Dom. Mag 29th, 2022

La vicenda del Genova mette tutti in riga. La squadra è giunta al San Paolo di Napoli con un solo positivo rimasto a casa. Finita la partita, ripetuti i tamponi, 14 tra giocatori e staff sono risultati positivi. La società, come imposto dall’Asl, ha sospeso tutte le attività agonistiche iniziando dagli allenamenti. Significa che la squadra del Genova non può affrontare un’altra gara non prima che sia finito il periodo di quarantena. Preoccupa, adesso, le condizioni dei giocatori del Napoli, che sono entrati a stretto contatto con i positivi che erano in campo e quindi probabili contagiati. Nella giornata di oggi ai calciatori del Napoli sarà effettuato il tampone per capire cosa può essere successo.

“Questa è una storia che rientra perfettamente nella dinamica di trasmissione del virus ed allo stesso tempo fa capire quali siano le sub conseguenze di non applicare la quarantena ed esentare i giocatori da questa misura di prevenzione”. Così il virologo Andrea Crisanti ad Effetto Giorno su Radio 24. In merito al caso dei quattordici positivi riscontrati tra i calciatori e lo staff del Genoa, Crisanti ha proseguito a Radio 24: “Ci sarebbe da chiedersi perché viene derogata per il calcio una misura che invece viene applicata a tutti quanti gli altri. Quello che è accaduto è che durante l’allenamento la persona positiva ha trasmesso la malattia. La follia è non aver messo queste persone in quarantena in presenza di un positivo”. A Crisanti è stato chiesto se sarebbe utile mettere in quarantena l’intero team genovese: “Per forza, non ci sono alternative e anche quelli del Napoli vanno messi in quarantena e sotto sorveglianza.  – ha risposto il virologo a Radio 24 – Bisogna fare i tamponi a quelli Napoli adesso e tra due, tre giorni perché chiaramente se uno è contagiato in genere diventa positivo dopo due o tre giorni”.

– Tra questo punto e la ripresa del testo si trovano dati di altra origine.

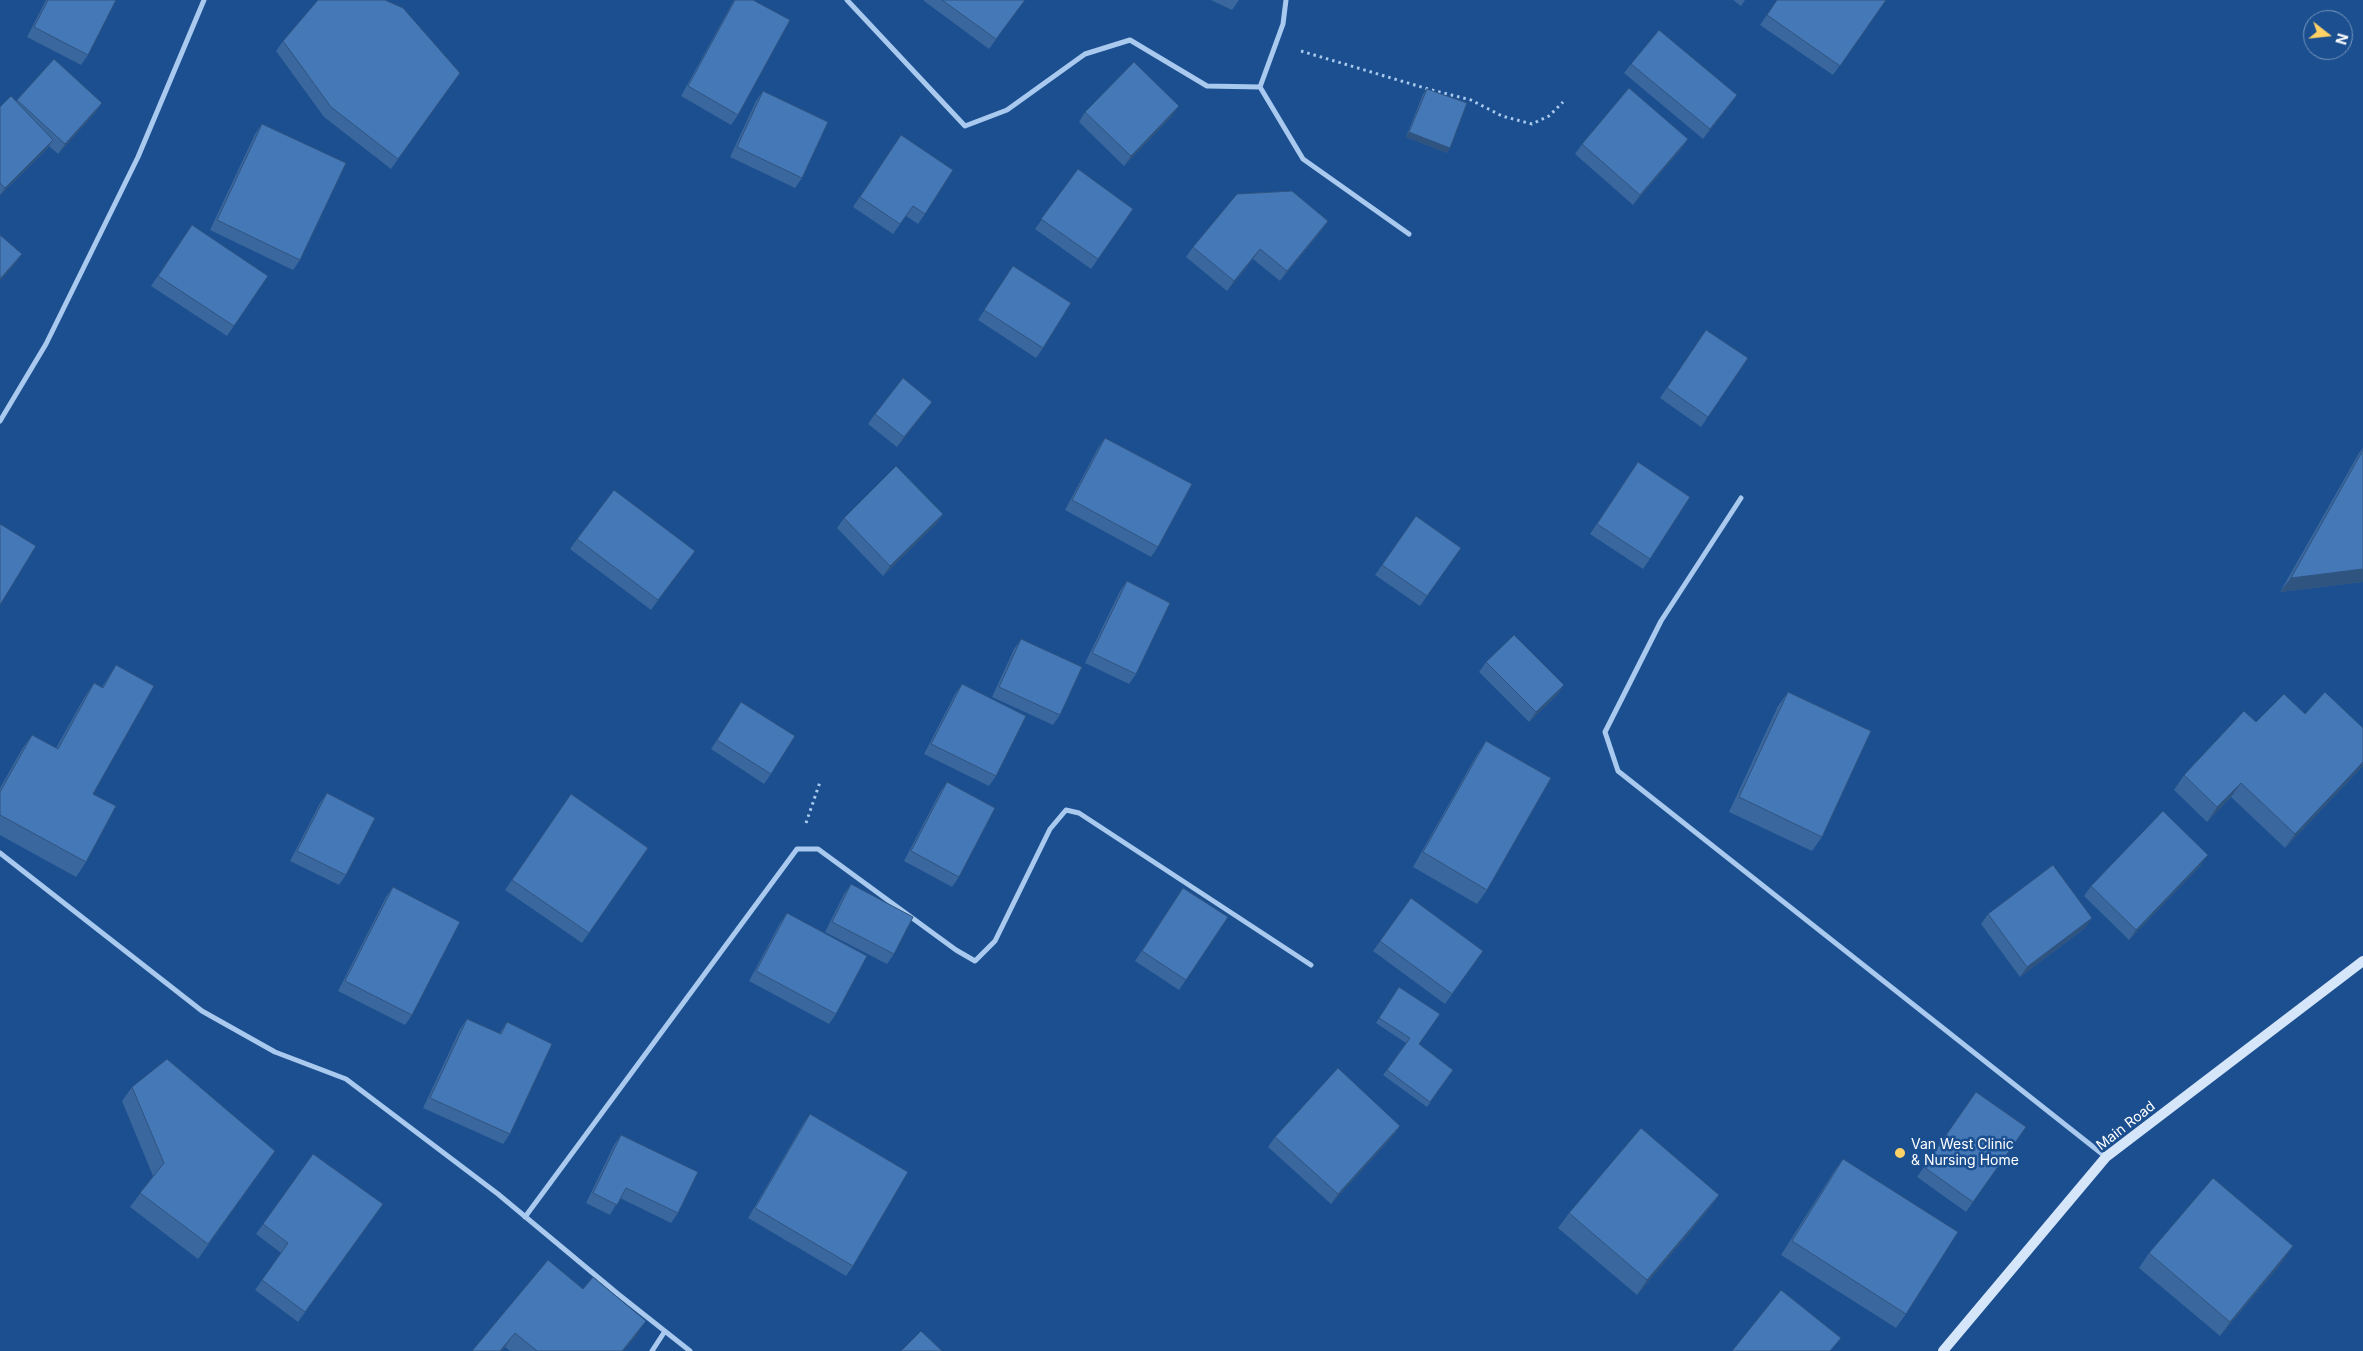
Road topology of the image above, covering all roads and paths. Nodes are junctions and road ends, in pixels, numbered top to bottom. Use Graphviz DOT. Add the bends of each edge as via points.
graph roads {
  1 [pos="204,0"];
  2 [pos="847,0"];
  3 [pos="1286,0"];
  4 [pos="1275,42"];
  5 [pos="1260,87"];
  6 [pos="1563,102"];
  7 [pos="1410,234"];
  8 [pos="0,421"];
  9 [pos="1741,498"];
  10 [pos="820,782"];
  11 [pos="797,850"];
  12 [pos="0,853"];
  13 [pos="2363,961"];
  14 [pos="1311,965"];
  15 [pos="2106,1157"];
  16 [pos="525,1217"];
  17 [pos="665,1331"];
  18 [pos="652,1351"];
  19 [pos="690,1351"];
  20 [pos="1943,1351"];
  1 -- 8 [label="street" via="138,157 46,344"];
  2 -- 5 [label="street" via="965,126 1007,110 1086,54 1130,40 1208,86"];
  3 -- 4 [label="street" via="1283,24"];
  4 -- 5 [label="street"];
  4 -- 6 [label="path" via="1428,90 1471,100 1502,116 1532,124 1549,116"];
  5 -- 7 [label="street" via="1303,159"];
  9 -- 15 [label="street" via="1661,621 1606,732 1618,771"];
  10 -- 11 [label="path"];
  11 -- 14 [label="street" via="818,849 975,962 995,941 1050,829 1066,810 1079,814"];
  11 -- 16 [label="street"];
  12 -- 16 [label="street" via="202,1011 275,1052 346,1079"];
  13 -- 15 [label="main road, Main Road"];
  15 -- 20 [label="main road, Main Road"];
  16 -- 17 [label="street"];
  17 -- 18 [label="street"];
  17 -- 19 [label="street"];
}
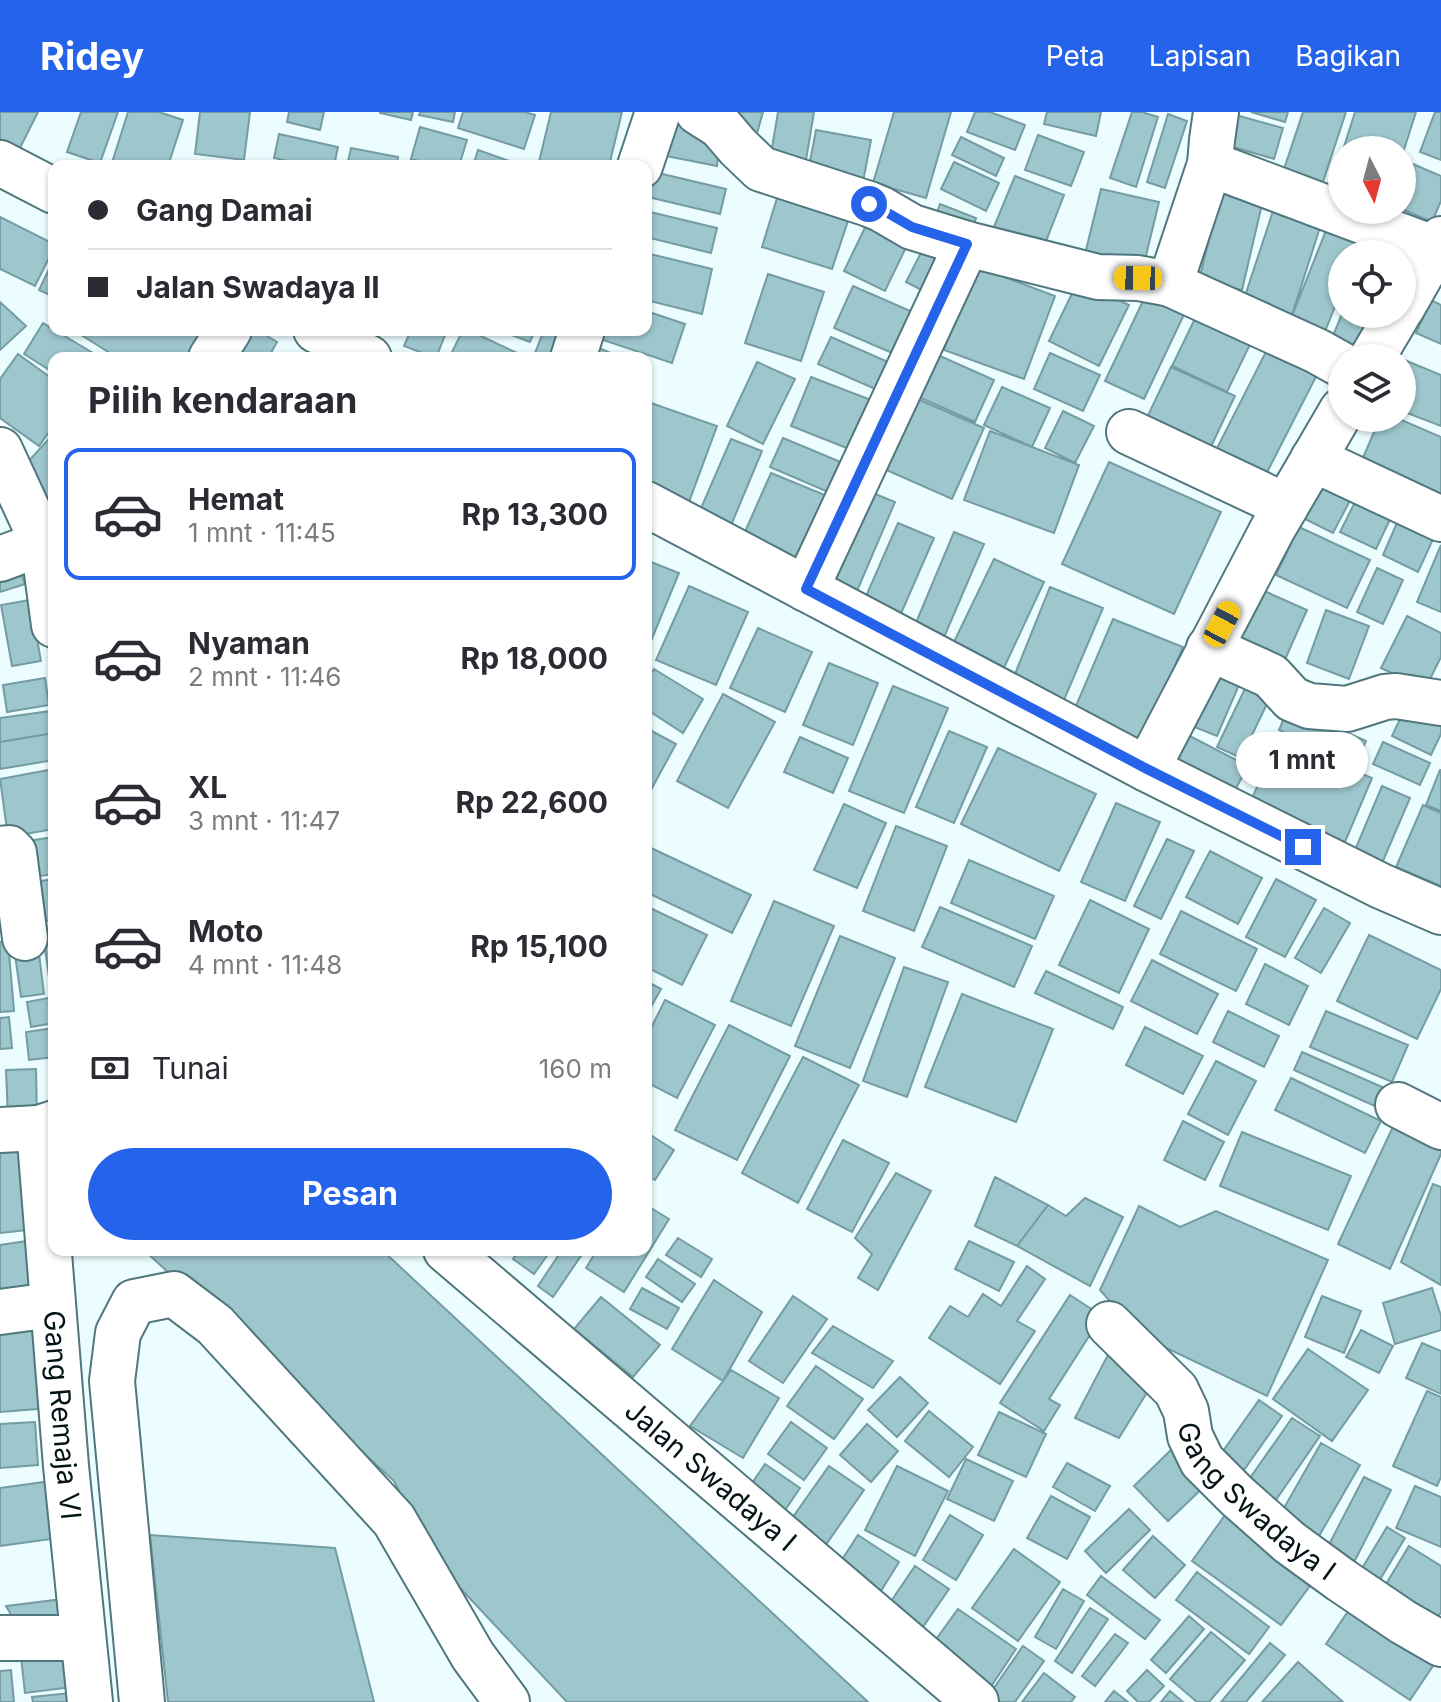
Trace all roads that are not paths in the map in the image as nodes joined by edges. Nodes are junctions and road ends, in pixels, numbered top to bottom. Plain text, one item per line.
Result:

Il rischio, però, che uno sport spettacolare come il campionato di calcio di serie A può diventare falsato, poiché le strette su una squadra, il morale, la mancanza di allenamenti rispetto ad altra squadra, può condizionare l’andamento della gara. Quindi non è facile dire che si sta disputando una stagione agonistica normale. Di normale non c’è proprio nulla, e solo un modo per non fermare, giustamente, la macchina del calcio. I rischi ci sono e ora, dopo il caso Genova, la situazione diventa sempre più difficile.